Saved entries
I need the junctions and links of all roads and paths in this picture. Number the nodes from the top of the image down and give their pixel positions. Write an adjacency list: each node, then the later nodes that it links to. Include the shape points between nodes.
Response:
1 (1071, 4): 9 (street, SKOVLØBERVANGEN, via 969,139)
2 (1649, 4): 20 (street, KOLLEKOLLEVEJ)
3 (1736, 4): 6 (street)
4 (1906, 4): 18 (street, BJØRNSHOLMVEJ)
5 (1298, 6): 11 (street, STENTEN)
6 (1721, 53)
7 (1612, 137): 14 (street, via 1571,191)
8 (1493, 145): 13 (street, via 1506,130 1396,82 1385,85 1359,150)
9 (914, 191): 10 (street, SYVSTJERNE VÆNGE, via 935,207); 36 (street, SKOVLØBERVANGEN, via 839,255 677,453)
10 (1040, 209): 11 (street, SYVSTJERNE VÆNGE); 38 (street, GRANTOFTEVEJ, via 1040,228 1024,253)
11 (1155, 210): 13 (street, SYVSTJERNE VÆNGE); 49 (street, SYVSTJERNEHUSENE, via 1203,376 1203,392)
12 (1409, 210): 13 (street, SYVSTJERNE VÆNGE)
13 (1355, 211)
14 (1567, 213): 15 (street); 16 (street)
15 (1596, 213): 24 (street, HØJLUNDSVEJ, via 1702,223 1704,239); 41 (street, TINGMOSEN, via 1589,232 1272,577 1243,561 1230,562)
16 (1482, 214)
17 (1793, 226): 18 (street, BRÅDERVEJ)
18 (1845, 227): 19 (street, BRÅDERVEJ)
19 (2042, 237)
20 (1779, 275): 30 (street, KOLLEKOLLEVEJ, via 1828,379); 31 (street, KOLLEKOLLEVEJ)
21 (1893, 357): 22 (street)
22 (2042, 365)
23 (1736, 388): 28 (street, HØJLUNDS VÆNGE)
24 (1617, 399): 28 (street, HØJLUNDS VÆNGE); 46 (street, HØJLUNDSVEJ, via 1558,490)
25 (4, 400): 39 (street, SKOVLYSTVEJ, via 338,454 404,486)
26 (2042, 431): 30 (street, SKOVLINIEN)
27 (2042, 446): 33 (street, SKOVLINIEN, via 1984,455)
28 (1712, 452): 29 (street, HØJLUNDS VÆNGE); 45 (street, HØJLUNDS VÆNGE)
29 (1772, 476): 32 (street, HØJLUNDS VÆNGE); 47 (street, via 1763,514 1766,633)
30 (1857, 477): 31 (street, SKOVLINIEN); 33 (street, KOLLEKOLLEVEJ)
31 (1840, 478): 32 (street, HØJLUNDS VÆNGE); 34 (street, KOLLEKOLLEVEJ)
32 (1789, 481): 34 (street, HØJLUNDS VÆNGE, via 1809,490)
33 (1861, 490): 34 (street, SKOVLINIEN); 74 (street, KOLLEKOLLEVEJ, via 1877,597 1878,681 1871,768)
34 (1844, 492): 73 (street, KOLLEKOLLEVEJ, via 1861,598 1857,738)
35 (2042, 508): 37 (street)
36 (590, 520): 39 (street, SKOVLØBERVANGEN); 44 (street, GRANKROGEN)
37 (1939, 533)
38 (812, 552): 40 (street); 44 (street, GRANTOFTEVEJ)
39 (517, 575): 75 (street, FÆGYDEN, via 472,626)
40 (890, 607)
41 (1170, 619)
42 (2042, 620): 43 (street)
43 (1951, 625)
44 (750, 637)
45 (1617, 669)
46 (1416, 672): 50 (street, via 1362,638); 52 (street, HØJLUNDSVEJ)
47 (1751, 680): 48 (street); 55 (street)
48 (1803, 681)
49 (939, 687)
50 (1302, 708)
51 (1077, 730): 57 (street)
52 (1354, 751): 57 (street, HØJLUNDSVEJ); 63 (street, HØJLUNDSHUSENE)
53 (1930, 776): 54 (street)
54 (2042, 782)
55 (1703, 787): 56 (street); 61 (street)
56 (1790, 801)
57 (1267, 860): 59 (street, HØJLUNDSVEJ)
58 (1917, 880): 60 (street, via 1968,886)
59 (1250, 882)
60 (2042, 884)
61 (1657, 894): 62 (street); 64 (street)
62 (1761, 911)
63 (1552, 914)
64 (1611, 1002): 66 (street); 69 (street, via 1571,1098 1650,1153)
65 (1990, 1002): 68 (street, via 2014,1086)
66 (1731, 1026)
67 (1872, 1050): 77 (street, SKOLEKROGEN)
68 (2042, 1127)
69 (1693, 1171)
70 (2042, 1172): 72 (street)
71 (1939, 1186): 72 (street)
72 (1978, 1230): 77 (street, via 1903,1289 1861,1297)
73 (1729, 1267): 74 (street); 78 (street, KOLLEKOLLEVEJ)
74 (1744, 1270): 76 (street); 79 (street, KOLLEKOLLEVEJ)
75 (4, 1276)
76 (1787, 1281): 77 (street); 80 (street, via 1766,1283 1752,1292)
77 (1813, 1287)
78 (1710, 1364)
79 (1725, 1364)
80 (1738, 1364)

_TASK ITEM_:
Return only those lines of the records that contain the string "HØJLUNDSVEJ".

_RESULT OF THIS TASK_:
15 (1596, 213): 24 (street, HØJLUNDSVEJ, via 1702,223 1704,239); 41 (street, TINGMOSEN, via 1589,232 1272,577 1243,561 1230,562)
24 (1617, 399): 28 (street, HØJLUNDS VÆNGE); 46 (street, HØJLUNDSVEJ, via 1558,490)
46 (1416, 672): 50 (street, via 1362,638); 52 (street, HØJLUNDSVEJ)
52 (1354, 751): 57 (street, HØJLUNDSVEJ); 63 (street, HØJLUNDSHUSENE)
57 (1267, 860): 59 (street, HØJLUNDSVEJ)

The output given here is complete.